ParticipantsCarles Javierre Petit, Chicago, IL (Presenter) Nothing to Disclose
Julie A. Schneider, MD, Chicago, IL (Abstract Co-Author) Nothing to Disclose
Nazanin Makkinejad, Chicago, IL (Abstract Co-Author) Nothing to Disclose
Ashish A. Tamhane, MS, Chicago, IL (Abstract Co-Author) Nothing to Disclose
David A. Bennett, MD, Chicago, IL (Abstract Co-Author) Nothing to Disclose
Konstantinos Arfanakis, PhD, Chicago, IL (Abstract Co-Author) Nothing to Disclose
cjavierr@hawk.iit.edu
PURPOSEEnlarged perivascular spaces (EPVS) have been associated with aging, increased stroke risk, decreased cognitive function and vascular dementia. However, the relationship of EPVS with age-related neuropathologies is not well understood. Therefore, the purpose of this study was two-fold: to assess the neuropathologic correlates of EPVS, and to determine the contribution of EPVS burden to cognitive decline by combining ex-vivo brain magnetic resonance images (MRI) and pathology in a community cohort of older adults.
METHOD AND MATERIALSCerebral hemispheres were obtained from 662 participants of two longitudinal, epidemiologic clinical-pathologic cohort studies of aging. Experienced observers blinded to all pathologic and clinical data rated EPVS burden using a semiquantitative four-level scale (See Figure). Neuropathologic assessment was performed by a board-certified neuropathologist blinded to all clinical and imaging findings. Univariate and multivariate logistic regression was used to investigate the association of EPVS burden with the following age-related neuropathologies: gross and microscopic infarcts, atherosclerosis, arteriolosclerosis, cerebral amyloid angiopathy, amyloid plaques, neurofibrillary tangles, hippocampal sclerosis, Lewy bodies, and TDP-43. Finally, mixed-effects models were used to evaluate EPVS burden contribution to cognitive decline in 6 domains: global, episodic, semantic, working, perceptual, and visuospatial.

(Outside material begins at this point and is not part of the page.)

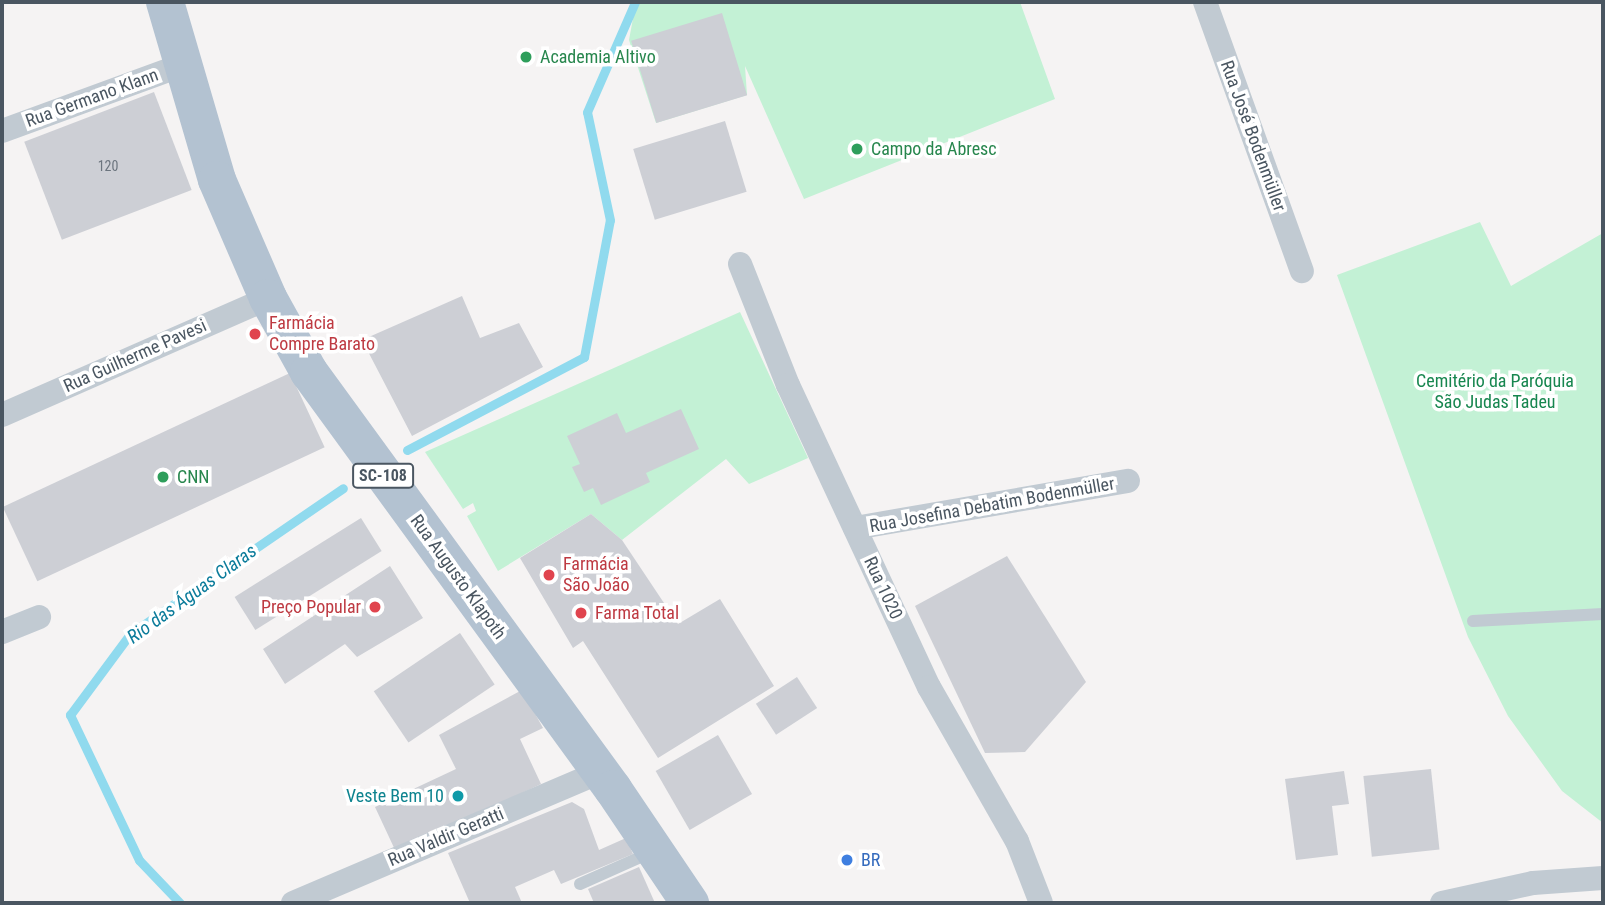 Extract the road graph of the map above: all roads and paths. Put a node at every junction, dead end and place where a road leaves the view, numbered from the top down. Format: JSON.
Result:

RESULTSUnivariate analyses showed significant association of EPVS burden with gross (OR=1.59, p-value=0.002) and microscopic infarcts (OR=1.40, p-value=0.025). Multivariate logistic regression showed a significant association of EPVS burden with gross infarcts (OR=1.60, p=0.004). EPVS burden was significantly contributing to cognitive decline for all cognitive domains except working memory; and the interaction between EPVS burden and time also showed significant for global, episodic and visuospatial cognitive domains.
CONCLUSIONThe results suggest: that EPVS and gross infarcts may share similar neurobiological pathways, which is in fair agreement with the literature and proposed etiologies driving these two processes, and that EPVS burden significantly contributes to cognitive decline independently from demographics and neuropathologies.
CLINICAL RELEVANCE/APPLICATIONThis is the biggest clinical-pathologic study up to date, and the only one to include cognitive decline in combination with EPVS.